El alba llegó con una brisa tibia que arrastraba el aroma a lavanda y tomillo de las colinas. Para Eleni y Nikos, aquel día marcaba el inicio de una vida que hasta entonces solo había existido en sus sueños y susurros compartidos. El tiempo de ocultarse había terminado, y con la ayuda de amigos leales, se preparaban para construir un futuro que desafiara tradiciones y expectativas.
Fue bajo la sombra de un viejo olivo, cuyas raíces se entrelazaban con la tierra como si guardaran los secretos del tiempo, donde se reunieron por última vez antes de partir. Katerina, la prima rebelde de Eleni, llegó con provisiones escondidas en un cesto de pan, mientras que Andreas, un carpintero de manos callosas pero corazón generoso, traía herramientas para el taller que Nikos soñaba abrir.
“No puedo decir que no les tenga miedo a las consecuencias,” confesó Katerina, colocando el cesto sobre la mesa improvisada. “Pero si alguien puede romper este ciclo de rencor y orgullo, son ustedes.”
Nikos le dio una palmadita en el hombro, agradecido. “Sin ustedes, ni siquiera estaríamos aquí. Esto es más que nuestro amor; es la posibilidad de algo mejor.”
El plan era sencillo en su audacia: abandonar el pueblo y establecerse en una villa cercana donde nadie los conociera como Kalliris o Papadakis, sino simplemente como Nikos y Eleni. Allí, lejos de los ecos de las disputas familiares, podrían labrar una vida donde el pasado no dictara su destino.
La primera noche en su nueva casa, una pequeña cabaña de piedra rodeada por viñedos, fue tan modesta como emocionante. La cabaña necesitaba reparaciones, pero para ellos, era un palacio. Nikos, siempre con su mirada de artista, señaló las ventanas abiertas al campo y dijo: “Este será el marco de nuestra vida. Aquí crearemos algo que nadie pueda destruir.”
Eleni, emocionada y exhausta, pasó sus dedos por las paredes rugosas, imaginando los colores que algún día las cubrirían, los cuadros que colgarían, las historias que contarían. “Esto es nuestro,” murmuró, como si quisiera asegurarse de que era real.
Pero no estaban solos. Andreas les ayudó a construir el taller donde Nikos tallaba la madera como si fuera un lienzo, mientras que Katerina organizó reuniones clandestinas con otros jóvenes que compartían su visión de un futuro sin divisiones. Cada visita traía más aliados y menos miedo.
Los días se sucedieron entre trabajo y esperanza. Aunque la amenaza de sus familias aún se cernía sobre ellos, Eleni y Nikos encontraron consuelo en los momentos sencillos: las risas durante el almuerzo, los paseos al atardecer, los silencios llenos de complicidad. Cada pequeño logro, como la primera mesa que Nikos vendió o la primera higuera que Eleni plantó, era una victoria sobre el pasado.

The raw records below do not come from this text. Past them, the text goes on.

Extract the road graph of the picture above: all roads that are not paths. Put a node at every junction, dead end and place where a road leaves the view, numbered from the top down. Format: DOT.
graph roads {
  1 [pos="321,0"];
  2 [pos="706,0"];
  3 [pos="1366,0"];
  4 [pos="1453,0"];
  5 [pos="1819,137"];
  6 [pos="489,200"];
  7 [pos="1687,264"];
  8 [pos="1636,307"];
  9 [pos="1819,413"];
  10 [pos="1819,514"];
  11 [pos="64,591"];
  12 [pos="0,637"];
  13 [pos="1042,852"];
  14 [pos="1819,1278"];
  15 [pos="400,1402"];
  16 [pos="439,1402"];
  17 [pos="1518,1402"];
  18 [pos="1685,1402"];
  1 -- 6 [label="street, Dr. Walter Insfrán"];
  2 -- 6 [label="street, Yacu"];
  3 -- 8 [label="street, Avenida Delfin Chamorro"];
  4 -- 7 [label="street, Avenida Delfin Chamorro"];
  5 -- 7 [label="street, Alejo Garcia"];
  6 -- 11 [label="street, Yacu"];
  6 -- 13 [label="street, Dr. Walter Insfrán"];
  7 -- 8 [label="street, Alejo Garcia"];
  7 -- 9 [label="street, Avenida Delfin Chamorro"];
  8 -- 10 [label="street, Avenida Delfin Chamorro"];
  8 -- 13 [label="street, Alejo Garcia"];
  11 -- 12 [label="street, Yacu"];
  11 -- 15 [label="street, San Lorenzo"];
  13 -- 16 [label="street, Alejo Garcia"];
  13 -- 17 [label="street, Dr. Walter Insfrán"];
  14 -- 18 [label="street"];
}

Sin embargo, sabían que el verdadero desafío no estaba en construir una casa ni en ganar el pan, sino en demostrarle al mundo que el amor puede superar hasta las raíces más profundas del odio. Y mientras el sol se ocultaba tras las colinas, bañando todo en tonos dorados, Eleni tomó la mano de Nikos y susurró: “Esto es solo el comienzo. Juntos podemos con todo.”